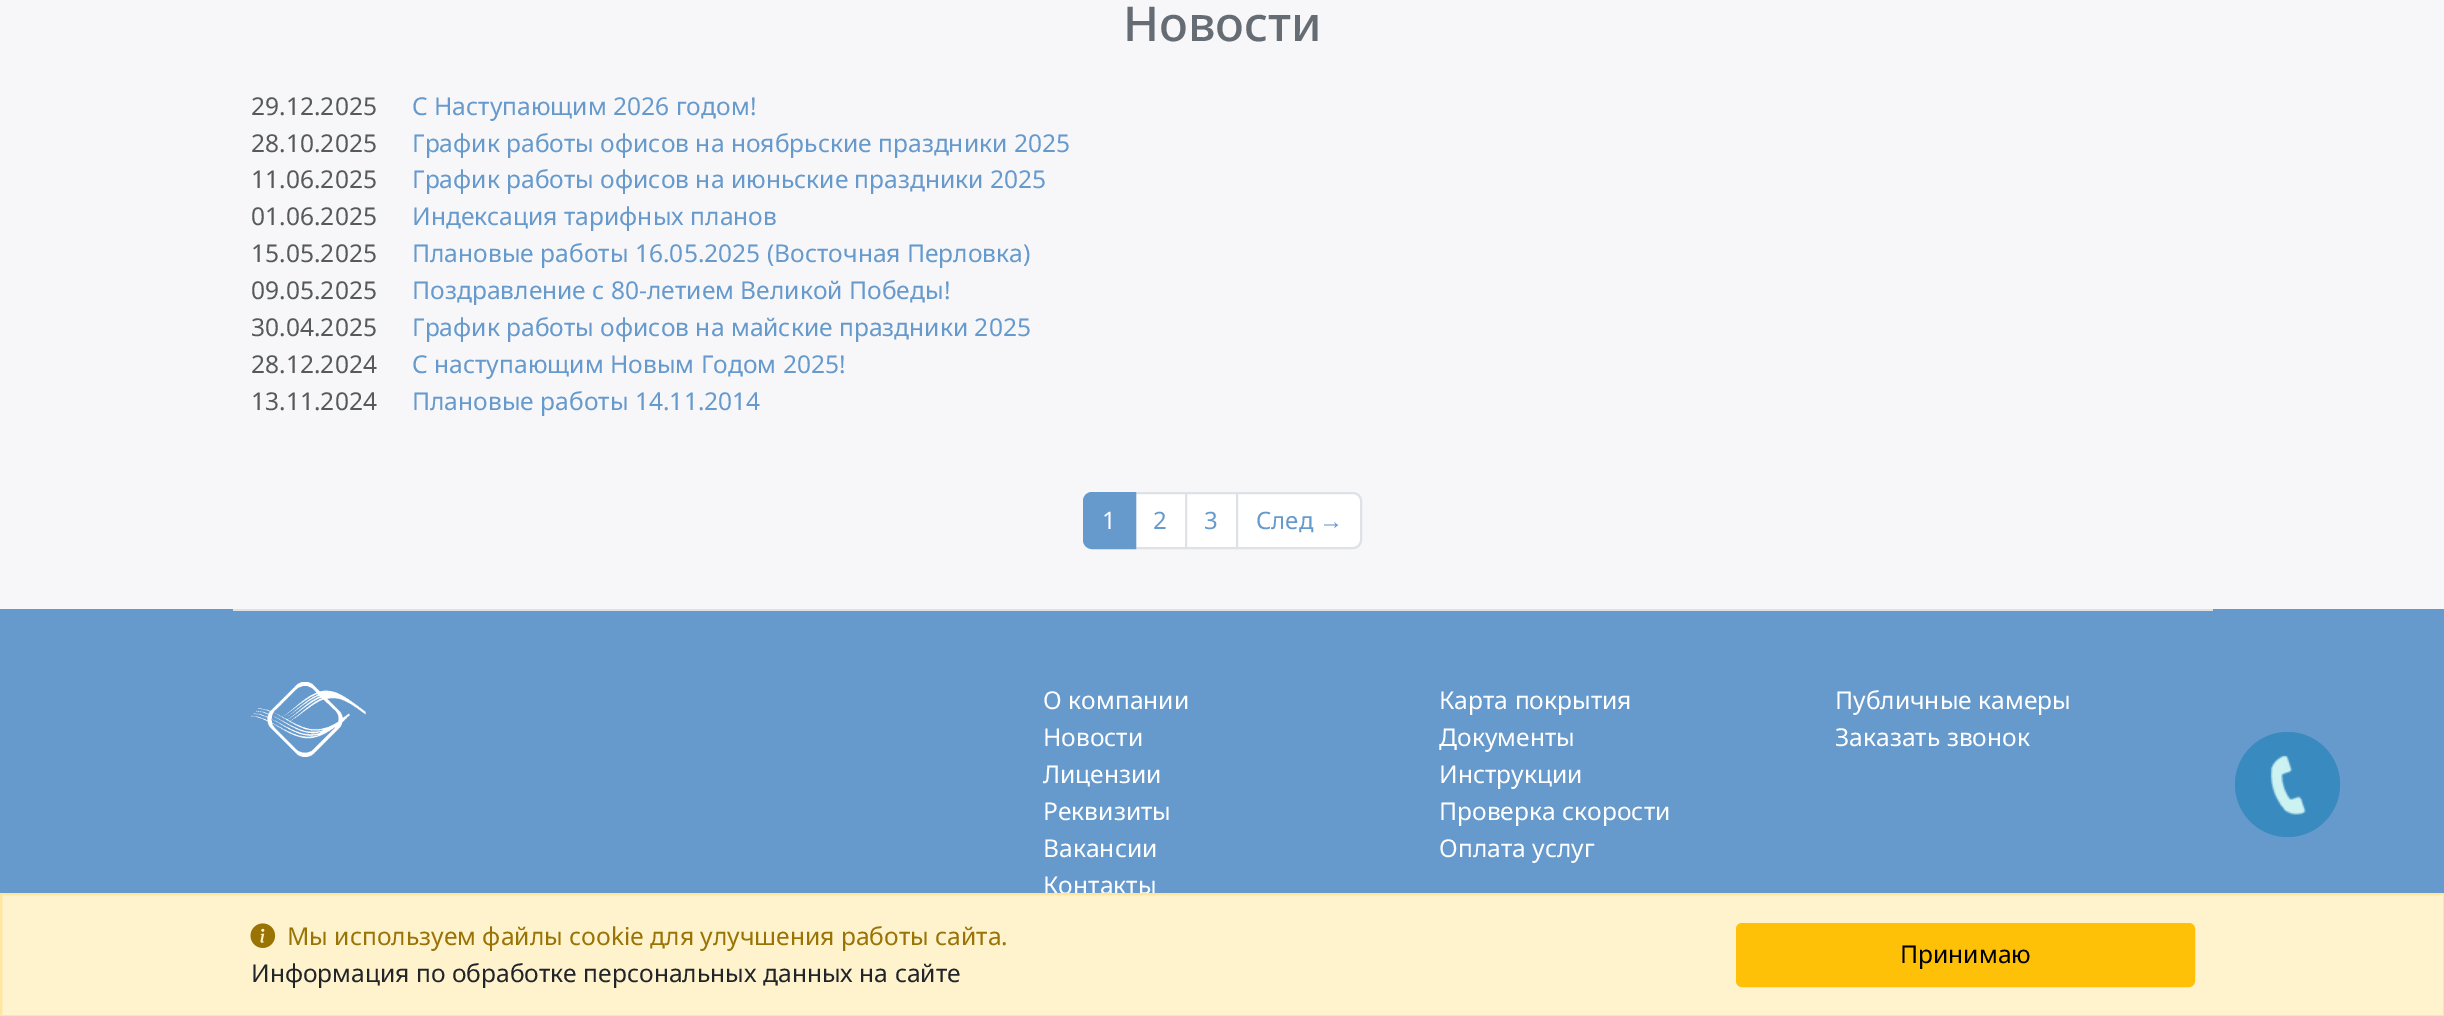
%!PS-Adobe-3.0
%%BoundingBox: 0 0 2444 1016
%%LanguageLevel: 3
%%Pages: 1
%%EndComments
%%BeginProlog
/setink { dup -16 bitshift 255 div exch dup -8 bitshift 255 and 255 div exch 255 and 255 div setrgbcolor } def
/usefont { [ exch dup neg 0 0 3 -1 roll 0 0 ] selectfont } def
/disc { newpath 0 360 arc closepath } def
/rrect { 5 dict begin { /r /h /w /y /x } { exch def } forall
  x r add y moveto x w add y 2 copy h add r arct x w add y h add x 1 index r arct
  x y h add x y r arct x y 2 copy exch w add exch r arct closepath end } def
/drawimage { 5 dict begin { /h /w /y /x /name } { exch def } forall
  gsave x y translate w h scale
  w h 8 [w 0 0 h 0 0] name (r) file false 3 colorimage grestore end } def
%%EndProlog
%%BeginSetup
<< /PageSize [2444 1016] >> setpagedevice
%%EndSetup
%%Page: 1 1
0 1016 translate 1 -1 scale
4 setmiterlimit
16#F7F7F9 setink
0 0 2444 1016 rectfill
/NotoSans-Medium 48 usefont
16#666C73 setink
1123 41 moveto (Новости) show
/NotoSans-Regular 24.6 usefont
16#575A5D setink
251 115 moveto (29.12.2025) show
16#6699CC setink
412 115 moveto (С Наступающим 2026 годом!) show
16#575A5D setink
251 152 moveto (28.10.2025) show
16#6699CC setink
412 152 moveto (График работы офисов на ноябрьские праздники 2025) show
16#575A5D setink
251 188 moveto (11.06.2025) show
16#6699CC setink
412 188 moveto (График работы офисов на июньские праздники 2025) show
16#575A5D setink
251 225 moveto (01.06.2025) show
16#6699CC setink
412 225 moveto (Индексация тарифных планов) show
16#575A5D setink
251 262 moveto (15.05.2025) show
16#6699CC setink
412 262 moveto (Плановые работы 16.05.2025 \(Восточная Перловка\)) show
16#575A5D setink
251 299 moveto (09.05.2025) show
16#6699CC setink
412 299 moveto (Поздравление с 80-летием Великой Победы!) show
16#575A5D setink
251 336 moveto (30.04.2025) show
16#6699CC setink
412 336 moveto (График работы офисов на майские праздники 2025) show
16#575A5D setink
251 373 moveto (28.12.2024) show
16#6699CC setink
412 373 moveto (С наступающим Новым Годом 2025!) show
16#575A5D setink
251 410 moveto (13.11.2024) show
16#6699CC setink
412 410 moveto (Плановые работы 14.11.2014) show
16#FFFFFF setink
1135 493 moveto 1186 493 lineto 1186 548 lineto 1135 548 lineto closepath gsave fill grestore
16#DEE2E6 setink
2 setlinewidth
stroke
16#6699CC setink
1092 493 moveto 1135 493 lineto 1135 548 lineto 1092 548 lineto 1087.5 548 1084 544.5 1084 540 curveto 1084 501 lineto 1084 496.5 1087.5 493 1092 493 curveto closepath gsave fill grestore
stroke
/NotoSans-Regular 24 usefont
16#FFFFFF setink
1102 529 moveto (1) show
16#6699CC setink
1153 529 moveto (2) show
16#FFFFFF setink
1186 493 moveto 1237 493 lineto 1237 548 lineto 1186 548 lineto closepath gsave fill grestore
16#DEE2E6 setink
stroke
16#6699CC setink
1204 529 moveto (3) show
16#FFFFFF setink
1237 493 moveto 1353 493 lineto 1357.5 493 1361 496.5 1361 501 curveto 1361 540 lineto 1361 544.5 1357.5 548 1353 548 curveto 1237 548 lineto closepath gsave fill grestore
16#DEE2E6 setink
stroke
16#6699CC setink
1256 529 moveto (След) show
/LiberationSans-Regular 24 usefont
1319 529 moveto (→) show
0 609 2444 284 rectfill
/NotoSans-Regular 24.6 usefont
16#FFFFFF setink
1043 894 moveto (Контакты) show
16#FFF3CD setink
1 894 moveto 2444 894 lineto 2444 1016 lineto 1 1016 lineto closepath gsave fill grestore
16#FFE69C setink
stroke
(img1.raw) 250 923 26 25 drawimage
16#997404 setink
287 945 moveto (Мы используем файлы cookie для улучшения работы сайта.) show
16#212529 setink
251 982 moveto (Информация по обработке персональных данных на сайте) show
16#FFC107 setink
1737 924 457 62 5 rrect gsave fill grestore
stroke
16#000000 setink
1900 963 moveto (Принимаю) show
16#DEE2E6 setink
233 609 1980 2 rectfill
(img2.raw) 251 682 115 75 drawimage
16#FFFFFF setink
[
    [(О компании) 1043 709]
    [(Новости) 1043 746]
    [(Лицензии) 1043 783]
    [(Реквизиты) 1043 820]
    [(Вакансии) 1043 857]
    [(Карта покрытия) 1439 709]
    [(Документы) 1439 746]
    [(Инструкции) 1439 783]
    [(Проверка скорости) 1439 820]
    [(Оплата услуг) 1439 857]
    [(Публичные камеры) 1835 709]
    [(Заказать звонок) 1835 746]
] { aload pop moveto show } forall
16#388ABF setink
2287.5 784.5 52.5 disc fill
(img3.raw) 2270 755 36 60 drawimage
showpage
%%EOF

* **Exercise goal**: Here the job is to set down exactly the lines of the material above that fall between the one with "<< /PageSize [2444 1016] >> setpagedevice" and the one with "4 setmiterlimit", inclusive, and nothing beyond them.

* **Written answer**:
<< /PageSize [2444 1016] >> setpagedevice
%%EndSetup
%%Page: 1 1
0 1016 translate 1 -1 scale
4 setmiterlimit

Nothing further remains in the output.